Alors qu’à Paris et les grandes villes, cabarets et music halls accueillent l’occupant ainsi qu’une population prompte à collaborer, en province et  milieux ruraux, la jeunesse supporte mal cette ambiance de contraintes diverses qui les empêchent de se retrouver. Les bals sont interdits dès  1940 au prétexte qu’ils sont contraires à la morale et aux bonnes mœurs  sous l’œil  approbateur du clergé.

Mais quelles que soient les époques, ces contraintes ont du mal à être respectées. Ce besoin impérieux de liberté et de se retrouver chez les jeunes les entraîne à enfreindre de façon raisonnée, irraisonnée voire déraisonnable les lois du moment.

Braver le couvre-feu à cette époque est cependant grave de conséquences car toute personne en infraction est conduite à la kommandantur tant redoutée et toute tentative de fuite essuie immédiatement le feu des patrouilles allemandes. Cela n’empêche pas les bals clandestins dans les arrières boutiques, les granges ou autres lieux reculés.

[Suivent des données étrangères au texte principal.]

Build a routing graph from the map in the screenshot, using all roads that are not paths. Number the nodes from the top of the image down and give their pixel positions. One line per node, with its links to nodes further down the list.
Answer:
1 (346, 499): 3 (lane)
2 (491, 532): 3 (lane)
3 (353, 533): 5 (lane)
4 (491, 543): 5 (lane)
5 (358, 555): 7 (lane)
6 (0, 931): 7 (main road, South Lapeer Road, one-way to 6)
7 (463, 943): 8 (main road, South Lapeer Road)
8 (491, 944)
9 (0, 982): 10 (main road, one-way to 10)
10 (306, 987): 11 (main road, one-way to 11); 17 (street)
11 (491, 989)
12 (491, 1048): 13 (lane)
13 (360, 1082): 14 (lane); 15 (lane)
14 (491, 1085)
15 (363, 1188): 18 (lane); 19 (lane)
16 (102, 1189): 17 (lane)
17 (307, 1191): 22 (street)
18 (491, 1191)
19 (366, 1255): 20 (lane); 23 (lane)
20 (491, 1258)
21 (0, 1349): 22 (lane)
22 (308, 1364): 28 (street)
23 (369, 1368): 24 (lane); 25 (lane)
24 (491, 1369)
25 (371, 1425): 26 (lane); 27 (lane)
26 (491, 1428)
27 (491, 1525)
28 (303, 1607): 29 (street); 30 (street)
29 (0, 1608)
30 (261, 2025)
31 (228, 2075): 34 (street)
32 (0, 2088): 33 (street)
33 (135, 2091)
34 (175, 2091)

A Bacqueville-en-Caux, Pierre Lejeune habitant Pierreville entraîne avec son accordéon quelques privilégiés dans un bal musette effréné.

A Roiffé dans la Vienne, monsieur Gilbert  Porcher brave la nuit avec sa bicyclette pour réjouir les danseurs avec sa clarinette.

Monsieur Camille Nivaud batteur et joueur de banjo  anime souvent avec quelques camarades des bals clandestins à Paisay-le-Sec. A la libération leur groupe deviendra officiellement l’orchestre amateur « Camille Saint-Jean « .

Si la chanson est un besoin thérapeutique d’être fredonnée elle est aussi le reflet sociétal d’une époque. Mode certes, mais aussi mode de vie. Douce France de Charles Trénet exprime souvent la nostalgie d’une autre France qui a connu « d’autres bonheurs ». Rina Ketty interprète dans J’attendrai la douloureuse attente du soldat prisonnier. La jeune femme privée de son fiancé, requis par le STO ou réfractaire exilé, est imaginée dans Seule ce soir chantée par Léo Marjane.

Le romantisme laisse parfois la place à une autre réalité moins flatteuse traitée de façon plus caustique Les jours sans avec la voix inimitable de Fernandel suggère qu’il faut bien se débrouiller avec le troc. Le marché rose de Jacque Pills nous plonge dans le monde du « marché noir ». Plus légère mais non moins évocatrice, Les semelles de bois chantées par Maurice Chevalier évoquent la pénurie.

Et puisqu’il faut bien se réjouir durant ces sombres années, chantons L’ukulélé de Jacques Pills et citons cette maxime :

« Adossées aux larges embardées de l’Histoire les petites histoires de la chanson enregistrent à leur manière en musardant un peu la marche du temps. » par J-C KLEIN, La chanson à l’affiche, 1991

* NB ce que les Poitevins appellent le « plateau » est le centre ville.

Sources : Souvenirs d’enfance ; Témoignages de Mme et M. Porcher de Buxerolles sur les bals clandestins.